====== Input ======

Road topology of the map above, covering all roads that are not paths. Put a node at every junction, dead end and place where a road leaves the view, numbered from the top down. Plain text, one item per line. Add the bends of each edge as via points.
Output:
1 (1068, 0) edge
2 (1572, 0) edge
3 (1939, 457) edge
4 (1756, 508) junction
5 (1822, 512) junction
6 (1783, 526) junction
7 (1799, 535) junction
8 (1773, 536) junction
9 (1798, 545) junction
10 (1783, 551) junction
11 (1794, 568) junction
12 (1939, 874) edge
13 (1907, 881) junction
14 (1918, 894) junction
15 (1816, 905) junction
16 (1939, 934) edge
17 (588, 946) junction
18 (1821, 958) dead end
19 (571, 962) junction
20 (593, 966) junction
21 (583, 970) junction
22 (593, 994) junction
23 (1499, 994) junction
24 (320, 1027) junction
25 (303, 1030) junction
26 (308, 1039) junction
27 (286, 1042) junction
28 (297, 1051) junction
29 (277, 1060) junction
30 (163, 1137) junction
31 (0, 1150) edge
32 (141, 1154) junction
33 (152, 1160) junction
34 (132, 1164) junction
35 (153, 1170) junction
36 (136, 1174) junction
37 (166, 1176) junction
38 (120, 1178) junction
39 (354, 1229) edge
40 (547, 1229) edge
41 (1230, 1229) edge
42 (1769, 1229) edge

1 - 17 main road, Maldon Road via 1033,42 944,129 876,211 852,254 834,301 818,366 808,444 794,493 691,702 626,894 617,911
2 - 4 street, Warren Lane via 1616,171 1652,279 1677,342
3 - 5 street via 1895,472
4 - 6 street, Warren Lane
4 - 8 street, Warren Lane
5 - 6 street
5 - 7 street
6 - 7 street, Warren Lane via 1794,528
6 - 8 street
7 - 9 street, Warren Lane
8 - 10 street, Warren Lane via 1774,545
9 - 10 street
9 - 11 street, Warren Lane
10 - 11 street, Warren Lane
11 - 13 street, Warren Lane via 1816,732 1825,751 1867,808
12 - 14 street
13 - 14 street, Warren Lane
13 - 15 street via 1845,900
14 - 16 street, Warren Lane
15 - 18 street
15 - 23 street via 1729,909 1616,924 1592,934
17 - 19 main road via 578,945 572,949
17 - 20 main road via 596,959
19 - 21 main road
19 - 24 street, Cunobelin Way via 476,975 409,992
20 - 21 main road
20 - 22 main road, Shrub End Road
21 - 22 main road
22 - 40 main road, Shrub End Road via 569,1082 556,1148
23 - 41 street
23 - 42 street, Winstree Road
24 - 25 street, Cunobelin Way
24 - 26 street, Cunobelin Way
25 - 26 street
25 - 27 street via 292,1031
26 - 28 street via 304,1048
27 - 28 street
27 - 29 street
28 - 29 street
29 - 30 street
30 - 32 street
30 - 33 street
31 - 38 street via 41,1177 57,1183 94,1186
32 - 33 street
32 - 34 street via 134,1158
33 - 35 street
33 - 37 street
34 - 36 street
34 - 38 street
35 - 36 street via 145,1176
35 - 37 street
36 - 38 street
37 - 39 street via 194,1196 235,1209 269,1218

======

» **Exercise description**:
In the entries above, which lines hold the word "main"? Copy them out.

» **Exercise output**:
1 - 17 main road, Maldon Road via 1033,42 944,129 876,211 852,254 834,301 818,366 808,444 794,493 691,702 626,894 617,911
17 - 19 main road via 578,945 572,949
17 - 20 main road via 596,959
19 - 21 main road
20 - 21 main road
20 - 22 main road, Shrub End Road
21 - 22 main road
22 - 40 main road, Shrub End Road via 569,1082 556,1148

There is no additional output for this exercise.